**Information shown:**
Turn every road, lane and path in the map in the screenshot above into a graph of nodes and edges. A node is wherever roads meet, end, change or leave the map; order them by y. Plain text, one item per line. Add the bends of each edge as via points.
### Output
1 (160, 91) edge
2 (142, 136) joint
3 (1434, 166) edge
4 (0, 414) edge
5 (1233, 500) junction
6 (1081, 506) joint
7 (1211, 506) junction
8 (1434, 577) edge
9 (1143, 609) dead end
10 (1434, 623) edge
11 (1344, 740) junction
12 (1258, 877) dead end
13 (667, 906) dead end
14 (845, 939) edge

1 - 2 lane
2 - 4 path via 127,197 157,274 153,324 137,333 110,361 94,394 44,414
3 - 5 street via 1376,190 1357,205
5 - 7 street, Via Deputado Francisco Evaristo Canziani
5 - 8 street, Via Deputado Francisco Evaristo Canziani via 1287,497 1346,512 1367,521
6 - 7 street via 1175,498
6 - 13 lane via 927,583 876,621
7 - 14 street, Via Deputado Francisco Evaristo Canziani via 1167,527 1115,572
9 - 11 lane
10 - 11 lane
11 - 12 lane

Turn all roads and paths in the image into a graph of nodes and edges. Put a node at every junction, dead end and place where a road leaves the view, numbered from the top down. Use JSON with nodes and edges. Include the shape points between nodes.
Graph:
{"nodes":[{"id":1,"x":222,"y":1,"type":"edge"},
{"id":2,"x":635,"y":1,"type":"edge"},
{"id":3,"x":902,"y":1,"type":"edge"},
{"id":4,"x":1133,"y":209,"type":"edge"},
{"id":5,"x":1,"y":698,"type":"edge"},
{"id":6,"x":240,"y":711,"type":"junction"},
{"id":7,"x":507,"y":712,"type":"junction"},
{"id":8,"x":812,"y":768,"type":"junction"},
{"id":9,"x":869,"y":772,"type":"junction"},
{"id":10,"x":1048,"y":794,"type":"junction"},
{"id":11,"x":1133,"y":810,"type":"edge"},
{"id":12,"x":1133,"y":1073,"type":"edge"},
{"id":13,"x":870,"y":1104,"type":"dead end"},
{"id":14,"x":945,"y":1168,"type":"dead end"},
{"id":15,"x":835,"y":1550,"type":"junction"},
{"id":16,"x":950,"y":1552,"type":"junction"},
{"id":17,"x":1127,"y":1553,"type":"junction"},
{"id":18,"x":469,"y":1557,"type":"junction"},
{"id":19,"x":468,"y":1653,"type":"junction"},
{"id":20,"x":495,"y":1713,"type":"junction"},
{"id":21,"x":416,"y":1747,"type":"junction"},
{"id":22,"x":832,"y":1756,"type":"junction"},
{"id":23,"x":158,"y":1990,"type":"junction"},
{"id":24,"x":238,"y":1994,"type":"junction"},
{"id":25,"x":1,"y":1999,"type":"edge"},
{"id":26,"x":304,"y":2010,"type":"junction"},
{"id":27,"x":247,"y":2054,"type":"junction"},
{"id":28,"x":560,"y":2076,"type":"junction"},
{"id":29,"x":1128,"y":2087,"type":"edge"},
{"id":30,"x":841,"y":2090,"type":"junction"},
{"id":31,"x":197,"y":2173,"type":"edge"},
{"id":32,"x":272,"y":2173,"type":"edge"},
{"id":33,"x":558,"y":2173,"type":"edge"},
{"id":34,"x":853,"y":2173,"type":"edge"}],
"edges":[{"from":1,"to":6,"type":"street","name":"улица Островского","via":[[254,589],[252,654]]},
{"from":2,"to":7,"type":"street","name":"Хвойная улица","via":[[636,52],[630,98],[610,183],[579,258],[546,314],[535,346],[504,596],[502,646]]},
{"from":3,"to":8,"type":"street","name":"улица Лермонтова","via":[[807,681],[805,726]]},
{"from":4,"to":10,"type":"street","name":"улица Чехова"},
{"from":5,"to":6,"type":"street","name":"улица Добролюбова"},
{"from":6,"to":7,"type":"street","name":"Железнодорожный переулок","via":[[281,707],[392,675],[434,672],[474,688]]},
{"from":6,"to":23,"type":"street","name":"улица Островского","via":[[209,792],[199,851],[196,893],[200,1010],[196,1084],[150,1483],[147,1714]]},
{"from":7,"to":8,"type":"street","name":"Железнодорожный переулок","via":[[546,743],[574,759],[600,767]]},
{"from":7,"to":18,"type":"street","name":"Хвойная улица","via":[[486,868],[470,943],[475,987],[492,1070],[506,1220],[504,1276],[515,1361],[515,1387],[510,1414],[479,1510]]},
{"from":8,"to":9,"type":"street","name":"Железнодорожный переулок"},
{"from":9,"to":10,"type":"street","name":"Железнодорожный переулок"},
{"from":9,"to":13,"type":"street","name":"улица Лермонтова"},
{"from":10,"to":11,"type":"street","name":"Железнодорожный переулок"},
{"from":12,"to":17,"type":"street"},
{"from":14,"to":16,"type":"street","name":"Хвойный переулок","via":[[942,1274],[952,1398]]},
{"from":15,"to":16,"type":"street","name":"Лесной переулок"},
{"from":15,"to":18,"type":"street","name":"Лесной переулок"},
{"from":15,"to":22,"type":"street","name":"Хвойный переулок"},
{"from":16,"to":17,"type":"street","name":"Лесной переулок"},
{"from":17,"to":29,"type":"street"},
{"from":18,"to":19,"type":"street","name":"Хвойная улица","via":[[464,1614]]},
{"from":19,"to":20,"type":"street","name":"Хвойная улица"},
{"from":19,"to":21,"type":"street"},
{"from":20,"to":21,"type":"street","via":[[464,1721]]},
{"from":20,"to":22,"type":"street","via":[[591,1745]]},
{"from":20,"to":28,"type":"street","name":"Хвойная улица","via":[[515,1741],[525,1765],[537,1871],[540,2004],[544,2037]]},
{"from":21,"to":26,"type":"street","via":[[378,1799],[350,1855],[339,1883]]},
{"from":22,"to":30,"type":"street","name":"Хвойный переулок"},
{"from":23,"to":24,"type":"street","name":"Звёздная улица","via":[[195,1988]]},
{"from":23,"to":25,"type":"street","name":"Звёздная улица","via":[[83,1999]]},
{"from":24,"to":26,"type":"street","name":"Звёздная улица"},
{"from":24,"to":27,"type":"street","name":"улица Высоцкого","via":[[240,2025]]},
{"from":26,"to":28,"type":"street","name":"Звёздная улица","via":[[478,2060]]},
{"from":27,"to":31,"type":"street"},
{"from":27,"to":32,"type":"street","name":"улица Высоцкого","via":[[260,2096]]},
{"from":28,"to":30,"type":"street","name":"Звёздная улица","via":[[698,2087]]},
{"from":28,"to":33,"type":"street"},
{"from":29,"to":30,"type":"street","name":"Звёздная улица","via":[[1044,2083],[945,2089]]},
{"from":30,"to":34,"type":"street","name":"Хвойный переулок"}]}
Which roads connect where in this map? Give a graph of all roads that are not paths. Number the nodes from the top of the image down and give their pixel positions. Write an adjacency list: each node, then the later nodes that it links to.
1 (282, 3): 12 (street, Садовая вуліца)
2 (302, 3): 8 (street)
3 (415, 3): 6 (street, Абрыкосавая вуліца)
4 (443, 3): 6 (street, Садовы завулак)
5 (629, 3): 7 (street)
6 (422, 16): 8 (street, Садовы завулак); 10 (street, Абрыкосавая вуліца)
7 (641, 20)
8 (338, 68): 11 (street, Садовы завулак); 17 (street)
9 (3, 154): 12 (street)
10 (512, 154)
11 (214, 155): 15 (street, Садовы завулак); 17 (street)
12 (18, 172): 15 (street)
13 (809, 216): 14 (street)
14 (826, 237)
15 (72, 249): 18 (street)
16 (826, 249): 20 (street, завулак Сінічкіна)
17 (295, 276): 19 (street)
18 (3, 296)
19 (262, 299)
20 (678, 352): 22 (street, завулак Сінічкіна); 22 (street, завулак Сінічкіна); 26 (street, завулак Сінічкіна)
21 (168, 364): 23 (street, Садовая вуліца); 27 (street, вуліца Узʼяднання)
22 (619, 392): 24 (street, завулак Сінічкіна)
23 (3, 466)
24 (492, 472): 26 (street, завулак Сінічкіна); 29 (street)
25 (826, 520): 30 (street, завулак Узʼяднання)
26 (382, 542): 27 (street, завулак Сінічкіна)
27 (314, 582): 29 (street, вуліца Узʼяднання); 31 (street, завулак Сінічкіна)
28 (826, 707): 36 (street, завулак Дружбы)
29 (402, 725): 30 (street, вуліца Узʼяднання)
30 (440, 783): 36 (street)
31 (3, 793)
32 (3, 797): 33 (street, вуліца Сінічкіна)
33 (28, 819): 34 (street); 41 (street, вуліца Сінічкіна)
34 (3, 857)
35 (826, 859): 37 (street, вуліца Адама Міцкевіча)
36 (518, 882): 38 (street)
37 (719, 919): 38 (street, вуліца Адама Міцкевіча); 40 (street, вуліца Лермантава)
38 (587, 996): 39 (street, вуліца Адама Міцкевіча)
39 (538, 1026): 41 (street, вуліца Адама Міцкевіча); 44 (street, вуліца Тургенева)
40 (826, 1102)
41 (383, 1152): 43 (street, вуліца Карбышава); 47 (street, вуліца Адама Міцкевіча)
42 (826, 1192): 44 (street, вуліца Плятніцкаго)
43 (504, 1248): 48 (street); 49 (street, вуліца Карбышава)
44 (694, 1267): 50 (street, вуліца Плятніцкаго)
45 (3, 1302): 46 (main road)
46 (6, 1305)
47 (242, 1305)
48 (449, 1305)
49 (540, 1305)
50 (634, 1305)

**Problem description:** Looking at the data above, give the number of lines that include "Высоцкого"; add nothing else.

**Expected output:** 2